Retrouvez l’interview de Jodie Soret en cliquant ici.

 

L’amélioration de la qualité de l’air est l’enjeu majeur des années à venir. En plus des effets dramatiques sur la nature, on détecte aujourd’hui des effets tout aussi néfastes sur la santé, notamment des enfants. Asthme, troubles respiratoires et allergies en tous genre étaient déjà des symptômes que l’on reliait à la pollution il y a quelques années. Aujourd’hui, on sait que la pollution provoque également du diabète, de l’obésité mais aussi certains troubles psychologiques, comme l’énonce Jodie Soret, chargée du rapport sur les effets de la pollution de l’air sur les enfants pour Unicef.

COMMENT AGIR ?

A l’échelle nationale, cette dernière souhaiterait (comme beaucoup d’activistes à propos de ce sujet) une prise de conscience du gouvernement à la hauteur de celle prise par les associations pour le climat. Des mesures fortes doivent être prises pour éveiller les consciences, pour essayer d’adapter les modes de consommation, la gestion de ses déchets, où dans ce cas présent, les moyens de se déplacer.

Jodie souhaiterait que des décisions très fortes soient énoncées pour pouvoir initier un changement des habitudes quotidiennes, notamment pour les utilisateurs réguliers de voiture dans les villes. Le trafic routier représente aujourd’hui 25% des émissions de PM10, et le restreindre en ville dans un contexte qui ne lui est pas favorable (où il est très polluant car il se concentre sur des petits trajets, et où les arrêts et les démarrages sont fréquents), pourrait provoquer une évolution nette de la qualité de l’air.

A titre plus personnel, il est également important que les paroles et les promesses de chacun deviennent des actes.

L’enjeu est tel que de plus en plus de personnes, notamment des jeunes, se sont sentis beaucoup plus concernés ces derniers temps, sans réellement savoir comment agir. Au niveau des transports et comme l’évoque Jodie Soret, il est relativement simple pour un citoyen lambda de renoncer à l’utilisation de sa voiture et de privilégier les transports en commun.

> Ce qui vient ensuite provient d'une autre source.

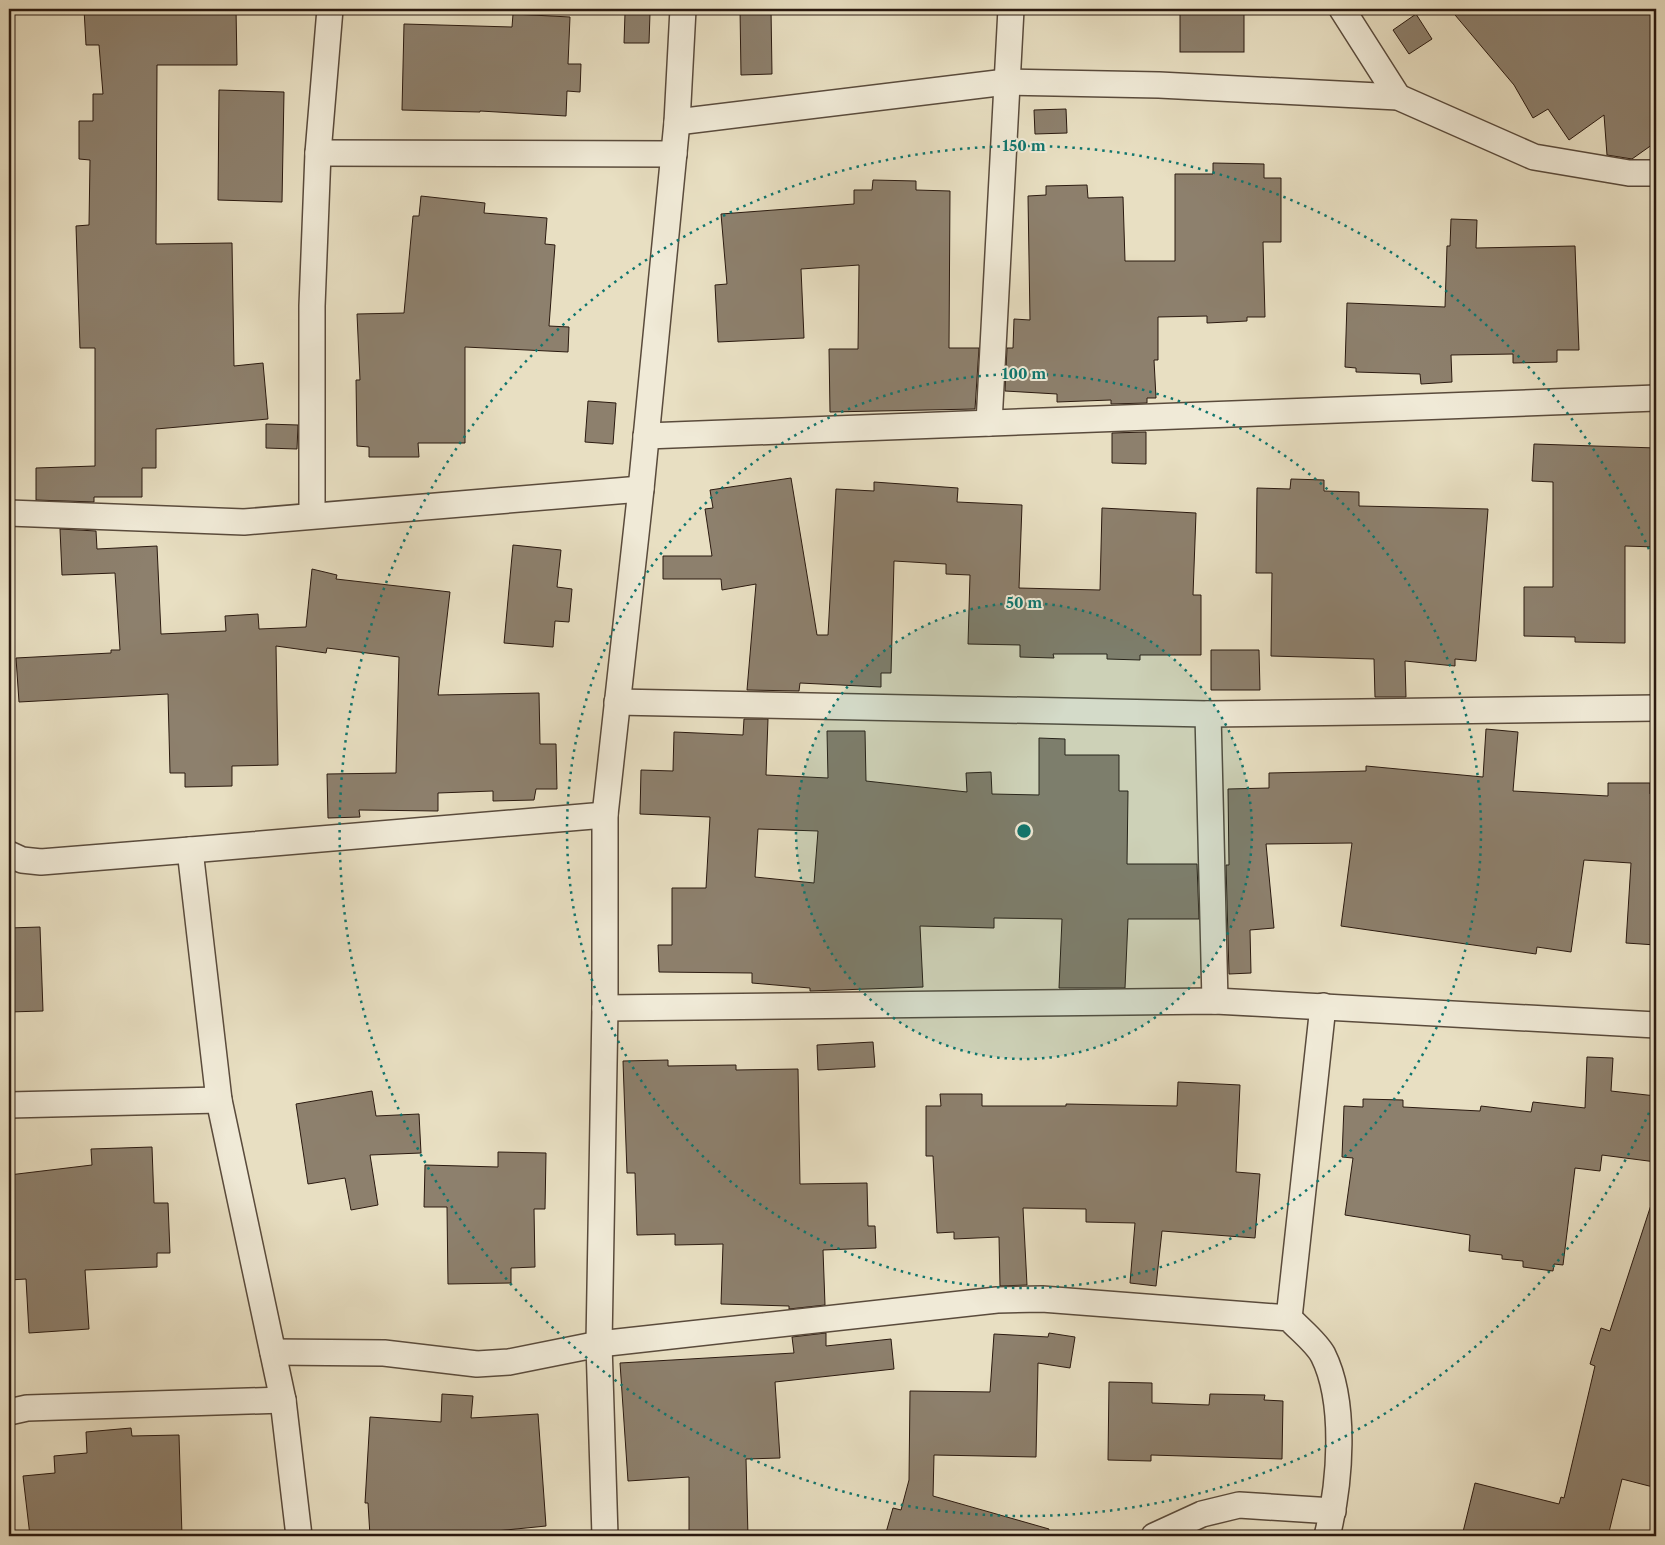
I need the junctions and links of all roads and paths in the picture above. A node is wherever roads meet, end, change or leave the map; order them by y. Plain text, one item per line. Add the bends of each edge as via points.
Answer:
1 (330, 9) edge
2 (683, 9) edge
3 (1011, 9) edge
4 (1342, 9) edge
5 (1006, 82) junction
6 (1398, 97) junction
7 (677, 122) junction
8 (318, 153) junction
9 (674, 154) junction
10 (1656, 172) edge
11 (1656, 398) edge
12 (989, 423) junction
13 (646, 436) junction
14 (641, 490) junction
15 (9, 513) edge
16 (312, 515) junction
17 (617, 702) junction
18 (1656, 708) edge
19 (1208, 714) junction
20 (605, 816) junction
21 (190, 850) junction
22 (9, 854) edge
23 (1215, 1001) junction
24 (1323, 1006) junction
25 (605, 1008) junction
26 (1656, 1025) edge
27 (219, 1100) junction
28 (9, 1105) edge
29 (1289, 1318) junction
30 (599, 1344) junction
31 (273, 1352) junction
32 (284, 1400) junction
33 (9, 1412) edge
34 (1333, 1510) junction
35 (299, 1536) edge
36 (605, 1536) edge
37 (1154, 1536) edge
38 (1327, 1536) edge

1 - 8 street
2 - 7 street
3 - 5 street
4 - 6 street
5 - 6 street via 1159,85
5 - 7 street
5 - 12 street
6 - 10 street via 1534,157 1629,173
7 - 9 street
8 - 9 street
8 - 16 street via 312,306
9 - 13 street
11 - 12 street
12 - 13 street
13 - 14 street
14 - 16 street
14 - 17 street
15 - 16 street via 244,522
17 - 19 street
17 - 20 street
18 - 19 street
19 - 23 street
20 - 21 street
20 - 25 street
21 - 22 street via 41,862 22,860
21 - 27 street
23 - 24 street
23 - 25 street
24 - 26 street
24 - 29 street
25 - 30 street
27 - 28 street
27 - 31 street
29 - 30 street via 1042,1300 997,1300
29 - 34 street via 1322,1354 1336,1400 1338,1439
30 - 31 street via 509,1362 477,1364 384,1353
30 - 36 street
31 - 32 street
32 - 33 street via 28,1408
32 - 35 street
34 - 37 street via 1239,1505 1202,1514
34 - 38 street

C’est plus dans les petits gestes du quotidien qu’il faut se réveiller. A la maison, en déplacement, au bureau ou en soirée, il existe bon nombre de petites habitudes à prendre pour consommer plus sainement, notamment dans le choix des produits et de leurs emballages (cf : notre tutoriel pour devenir écolo au travail). Il est donc important qu’une nouvelle ère s’installe dans chaque génération pour que les promesses de changement que nous entendons chaque jour se réalisent assez vite pour faire face à l’urgence.